◆ Directions for this task
Find every line in the entries that holds the string "graph" and report it.

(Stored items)
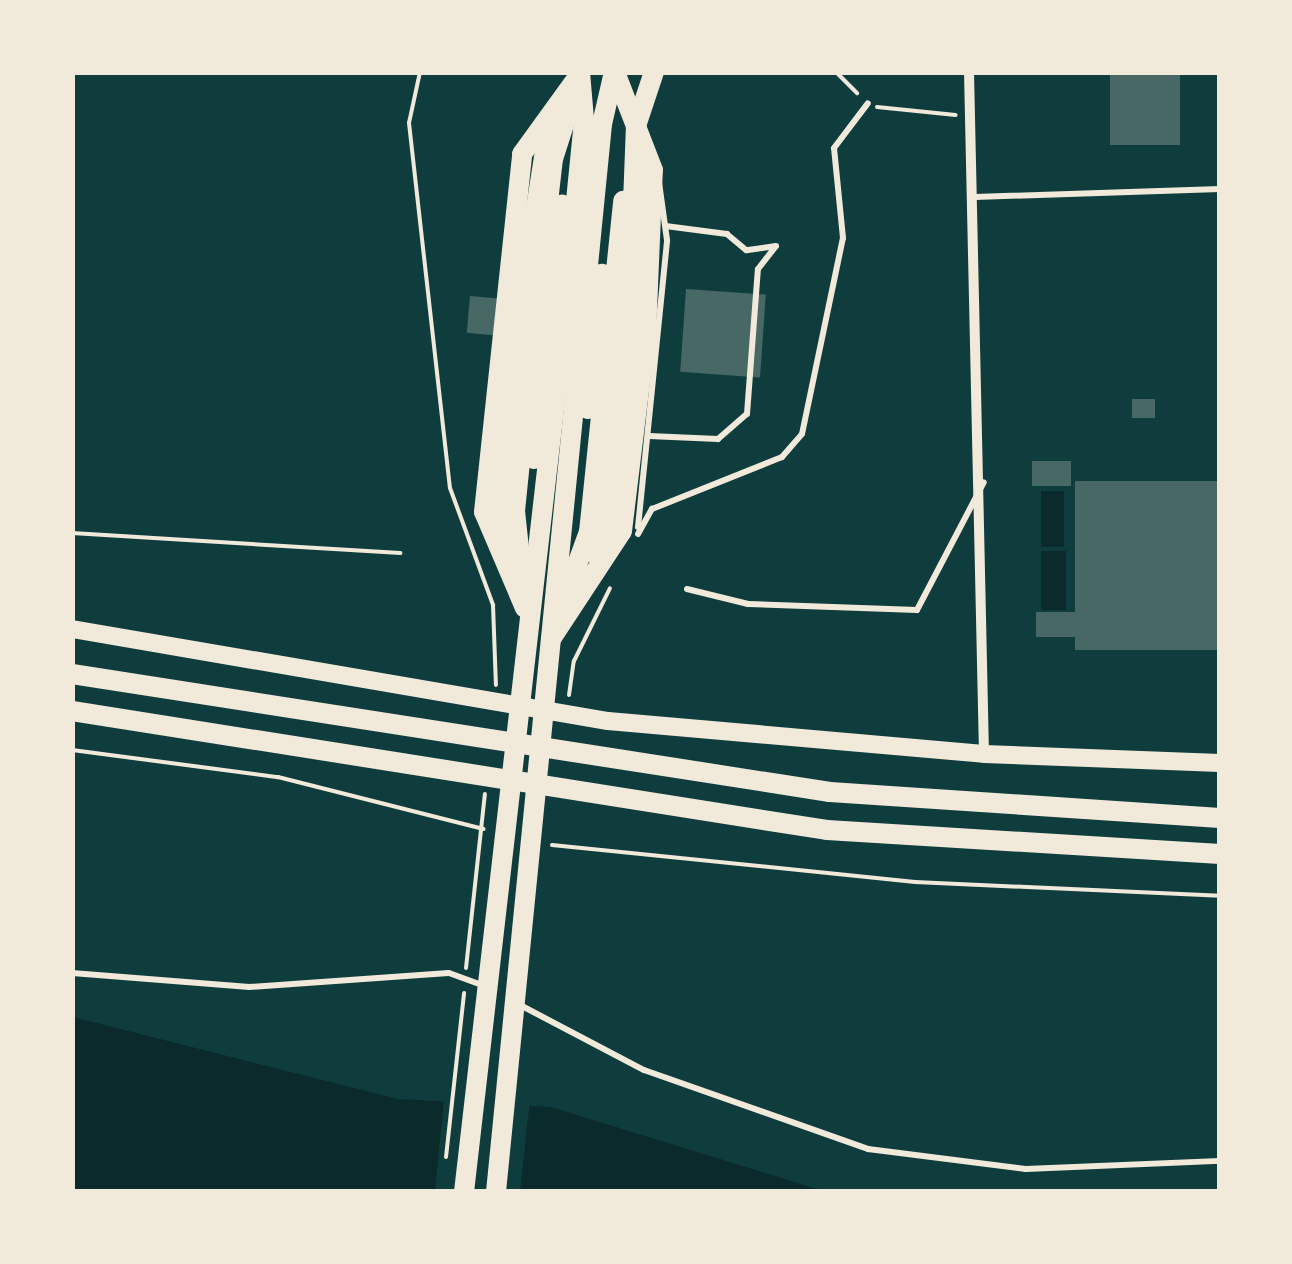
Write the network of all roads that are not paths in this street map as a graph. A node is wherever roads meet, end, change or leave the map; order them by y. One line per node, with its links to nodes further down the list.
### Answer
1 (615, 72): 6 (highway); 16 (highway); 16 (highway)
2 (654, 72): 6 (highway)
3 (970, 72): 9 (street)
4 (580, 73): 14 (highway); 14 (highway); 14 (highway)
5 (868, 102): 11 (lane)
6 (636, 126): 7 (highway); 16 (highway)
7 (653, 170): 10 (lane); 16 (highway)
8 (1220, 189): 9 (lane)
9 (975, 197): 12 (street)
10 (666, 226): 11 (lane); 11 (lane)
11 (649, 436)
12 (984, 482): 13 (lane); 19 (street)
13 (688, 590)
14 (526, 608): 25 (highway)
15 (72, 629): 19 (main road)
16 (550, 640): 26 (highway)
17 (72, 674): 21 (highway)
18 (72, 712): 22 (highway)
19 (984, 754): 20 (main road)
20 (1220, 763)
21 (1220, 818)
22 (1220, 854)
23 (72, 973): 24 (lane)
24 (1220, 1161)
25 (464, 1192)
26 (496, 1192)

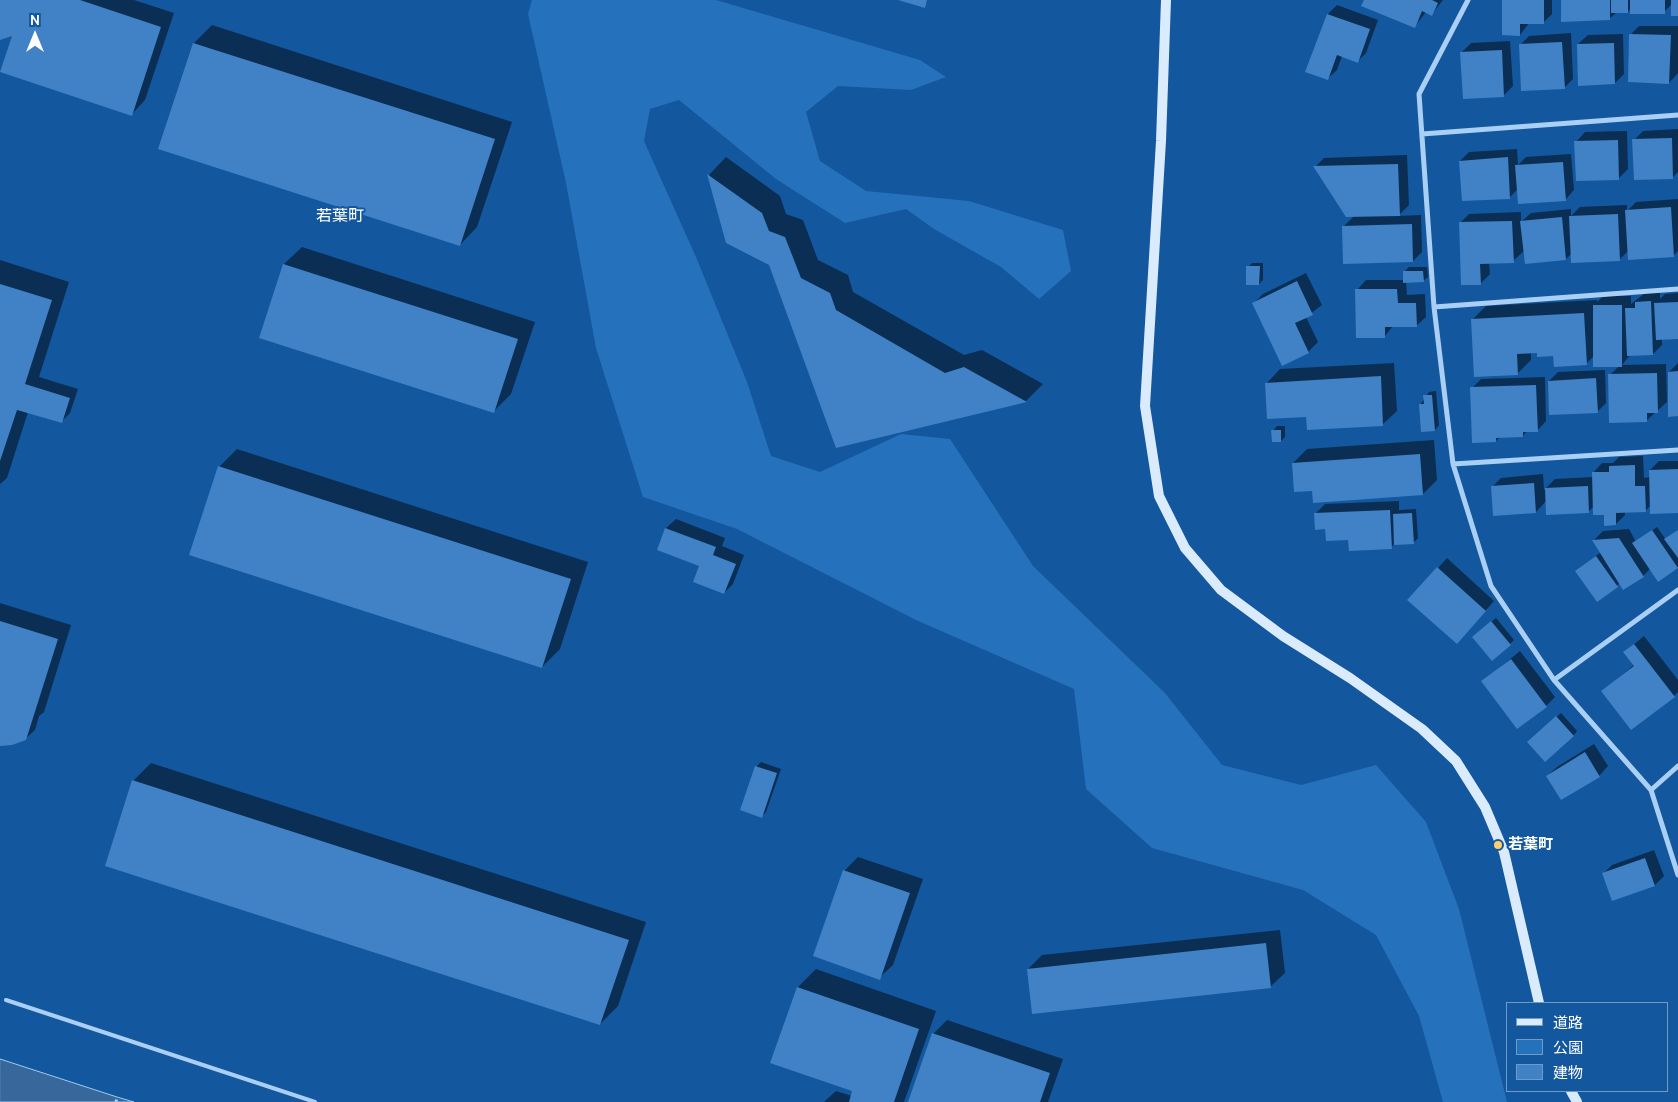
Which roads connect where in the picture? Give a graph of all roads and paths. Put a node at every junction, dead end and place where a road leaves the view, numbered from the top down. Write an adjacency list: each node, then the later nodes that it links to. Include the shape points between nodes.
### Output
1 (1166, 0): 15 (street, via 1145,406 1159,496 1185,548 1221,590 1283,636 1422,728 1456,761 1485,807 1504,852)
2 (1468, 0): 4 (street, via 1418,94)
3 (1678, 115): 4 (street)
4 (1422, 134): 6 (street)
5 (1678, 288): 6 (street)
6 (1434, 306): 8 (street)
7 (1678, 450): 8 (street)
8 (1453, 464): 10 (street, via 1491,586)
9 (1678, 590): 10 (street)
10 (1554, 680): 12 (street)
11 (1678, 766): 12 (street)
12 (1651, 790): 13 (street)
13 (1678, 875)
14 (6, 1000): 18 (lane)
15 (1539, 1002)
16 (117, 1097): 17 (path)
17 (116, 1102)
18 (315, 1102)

◆ Problem solution
Write the network of all roads that are not paths in this street map as a graph. A node is wherever roads meet, end, change or leave the map; order them by y. One line per node, with its links to nodes further down the list.
Which roads connect where in the picture? Give a graph of all roads and paths. Put a node at every junction, dead end and place where a road leaves the view, numbered from the top down. Write an adjacency list: each node, then the later nodes that it links to. Include the shape points between nodes.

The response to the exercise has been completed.